Ik glimlach. 'I know.' 


'Wie er als laatste is die mag terug naar de kerstman om een elf te worden.' roep ik terwijl ik naar het water ren. De drie jongens achtervolgen me lachend. Niks is beter dan een avond duik. In een random meer in Nederland. Leuk toch. 

Als eerste spring ik het koude water in. Snel daarna hoor ik een plons naast me. Oh hi Daniel. Jezus hij loog niet over zijn spieren. Snel kijk ik weg. 'Zitten hier geen beesten?' hoor ik Bram aan ons vragen. 'Nee joh alleen maar een Daniel.' antwoord ik hem. Als antwoord daarop duwt Daniel me om in het water. 

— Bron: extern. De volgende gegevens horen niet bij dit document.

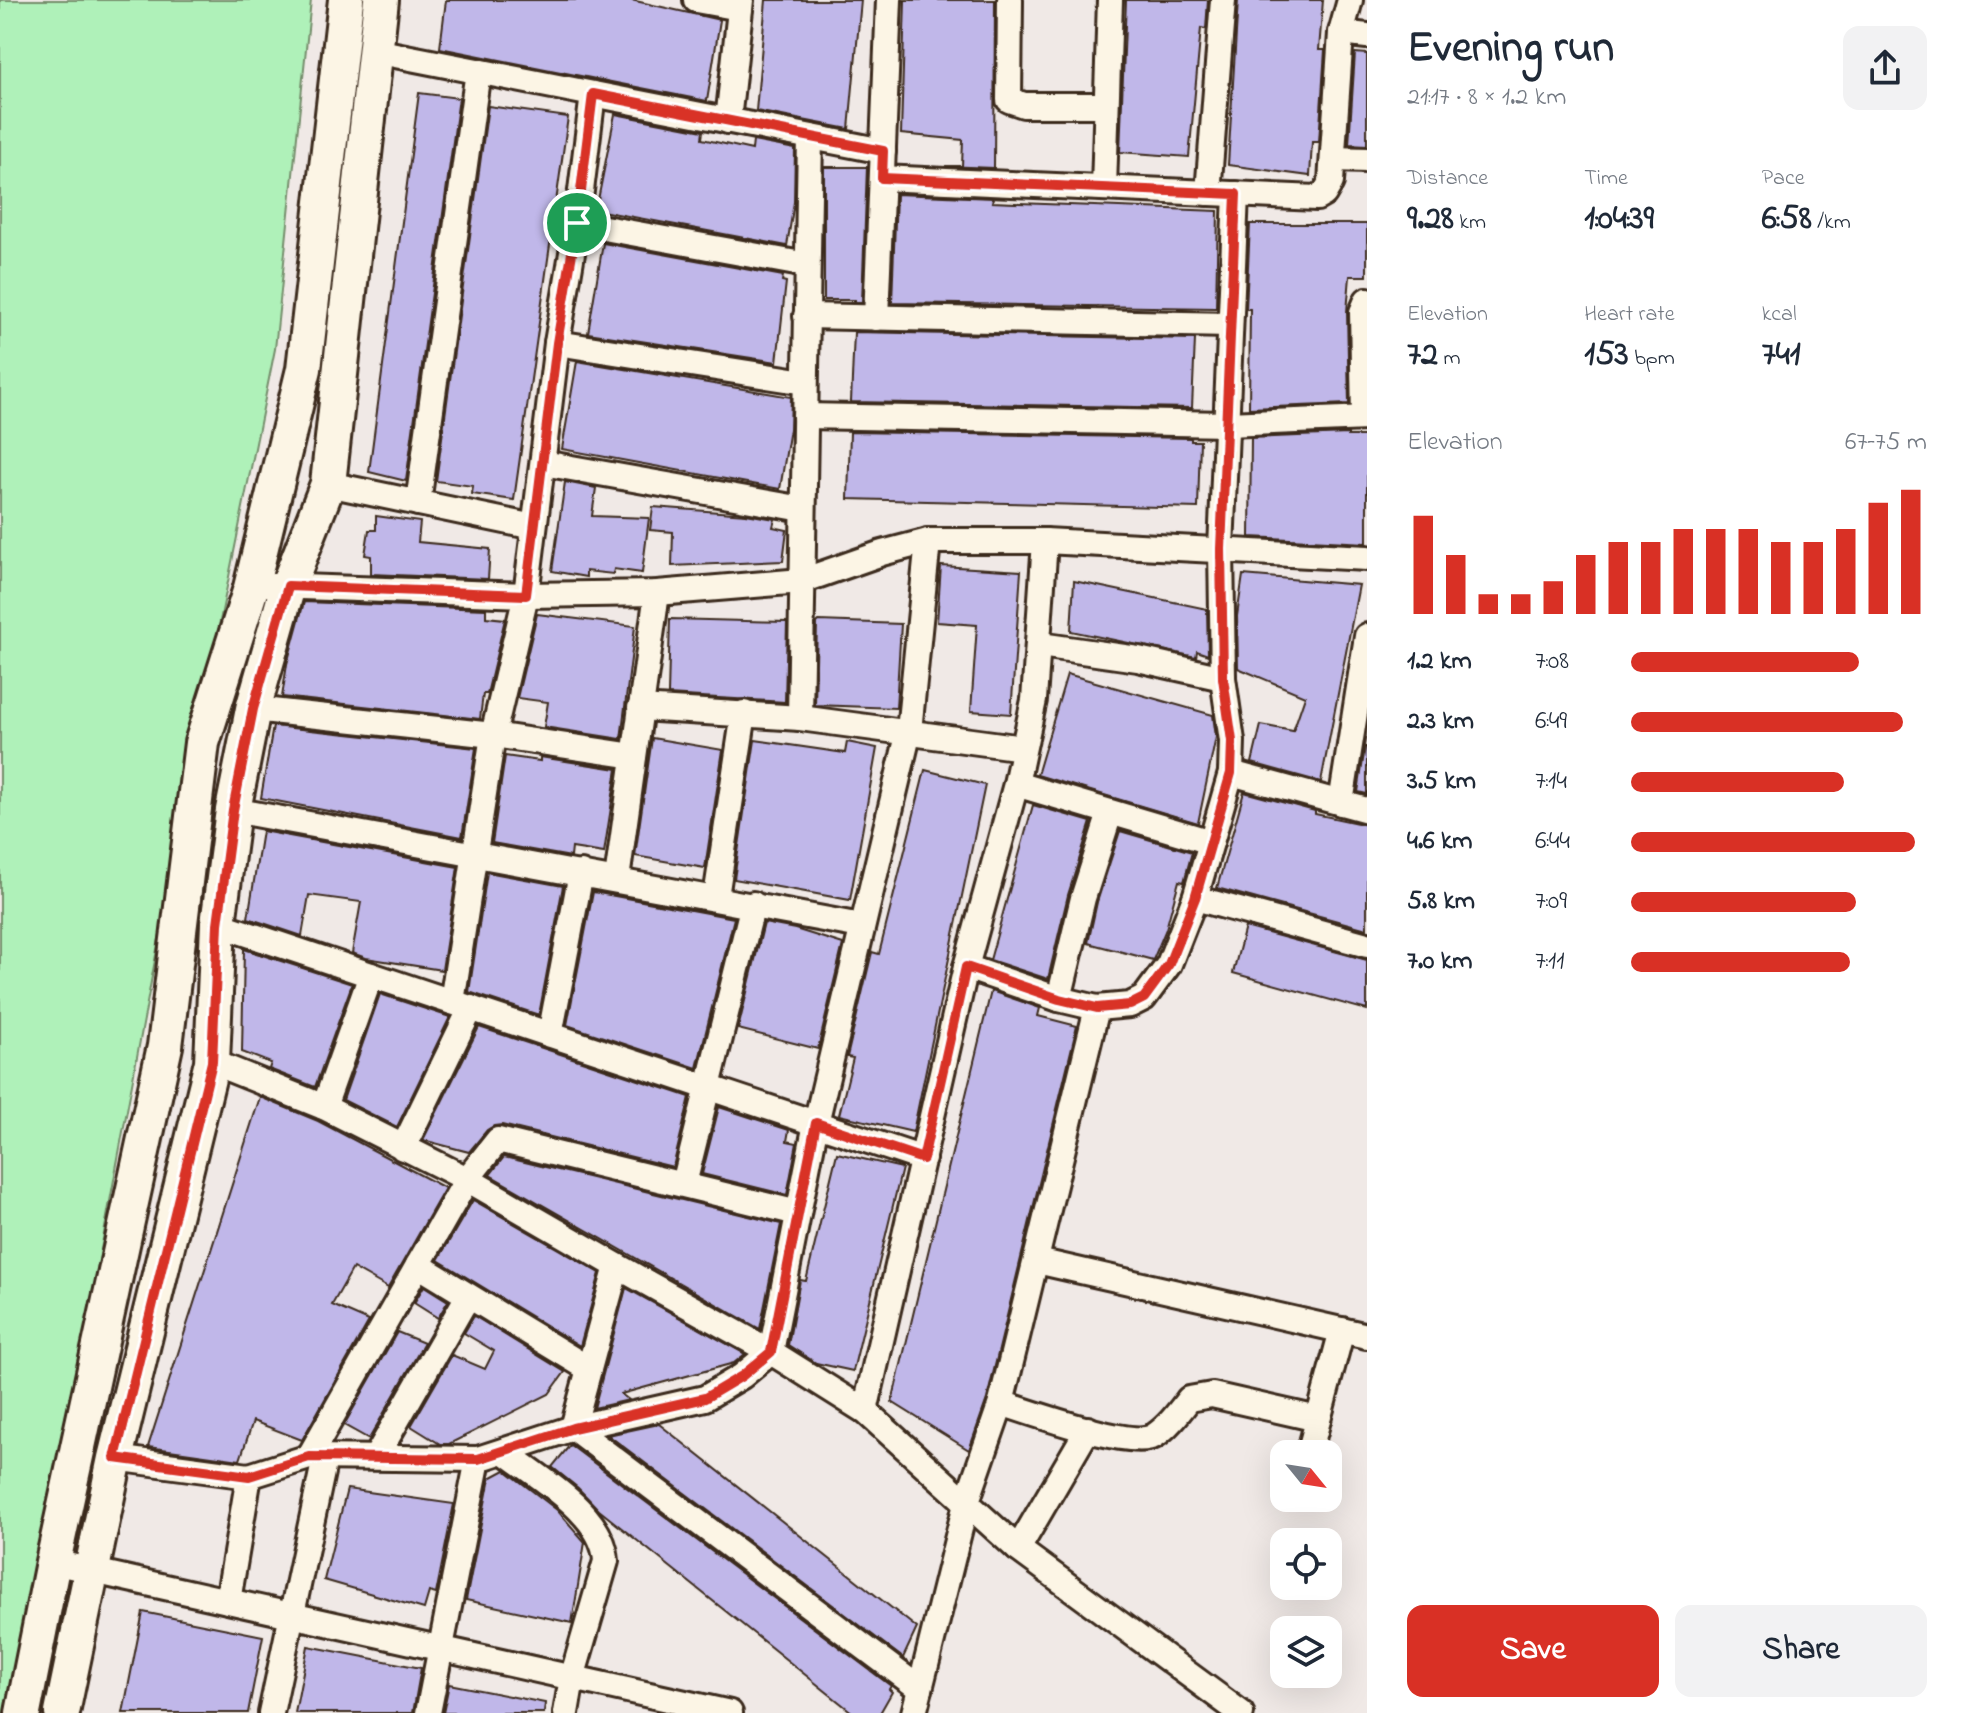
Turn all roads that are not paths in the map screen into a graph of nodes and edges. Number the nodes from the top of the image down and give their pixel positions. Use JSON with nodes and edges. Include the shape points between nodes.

Bram en Sem staan aan de zijkant te fluisteren over of ze het water ingaan of niet. 'Jullie willen toch niet terug naar de kerstman?' vraag ik ze verbaasd. Ze kijken me allebei tegelijk aan en geven een heel betoog over waarom ze het water niet ingaan. Iets met beesten en opgegeten worden. Wat een gekken. Dan rennen ze van ons weg terug naar de tenten.

'Je bent geobsedeerd met kerst.' trekt Daniel zijn conclusie. Hmm misschien. 'Kerst is gewoon leuk.' antwoord ik droog. Hij lacht en spettert dan water over me heen. Begint hij nou een oorlog. Dan kan hij het krijgen ook.